To give you a little background, my Golden Retriever is now 13 years old. She was born with early-onset arthritis in one of her hind legs, and we always knew the end would be difficult. For the past year, she’s been living with a leg that’s practically useless and has struggled to move around. My parents have always done everything they could to ensure she could continue living as well as possible despite her disability. My mother came to see me in my room this weekend to tell me that they’ve decided to have my dog euthanized this week. They don’t know exactly when they’ll go yet, but they know they can’t let her live like this anymore. The vet has always warned us to make sure flies don’t swarm around her, because that would mean they’re starting to lay eggs in the open wound that her disabled leg has become. I feel powerless in the face of death, and it terrifies and saddens me.
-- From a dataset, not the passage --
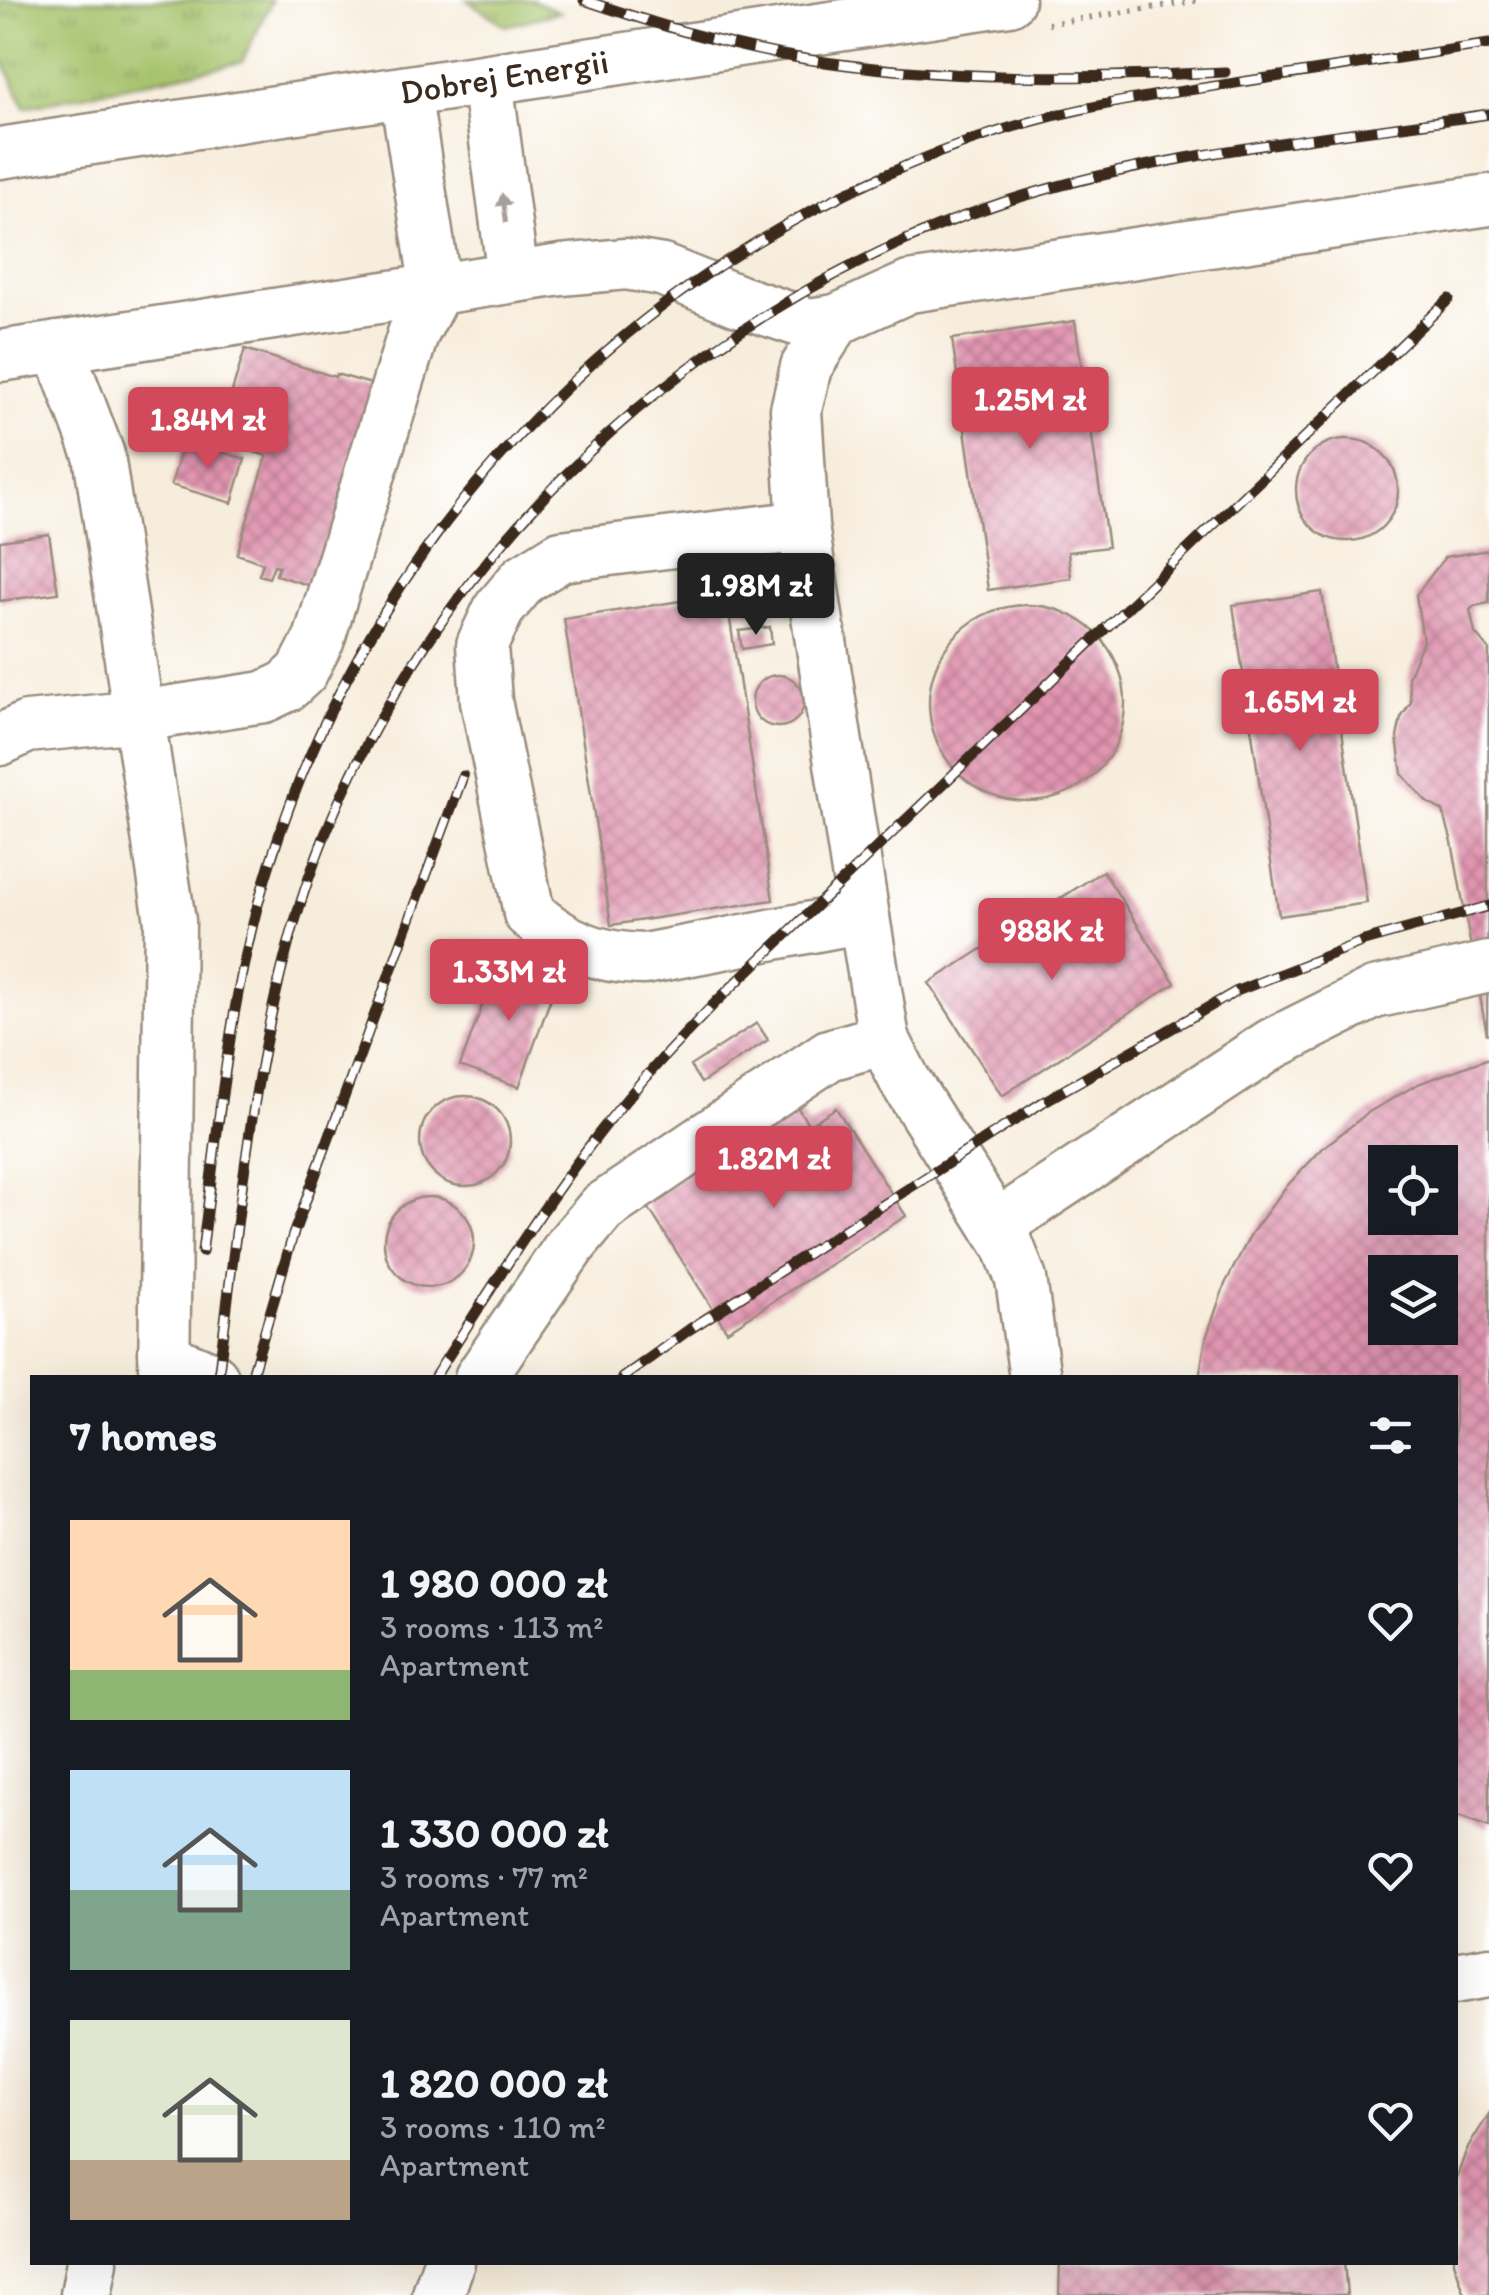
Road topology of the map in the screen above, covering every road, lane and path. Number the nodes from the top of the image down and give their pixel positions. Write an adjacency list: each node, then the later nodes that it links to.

I still have a choice: to decide to accompany her through her final crawling steps to the euthanasia appointment with my parents, or to let my parents go without me. They seem ready, but I’m not. I’m a young adult and don’t know what to do in this situation. My dog has been with me since I was 8 years old and has always been part of my life, near or far. Over time, I naively came to believe she would always be there, and I haven’t necessarily been a constant presence in her life.
This is a very delicate situation, and my decision may not be influenced by the responses I receive to this post. Just know that I haven’t made up my mind yet, and even if this post doesn’t lead to anything, at least it will have allowed me to confide in someone about this issue that’s been weighing on my mind for the past few days.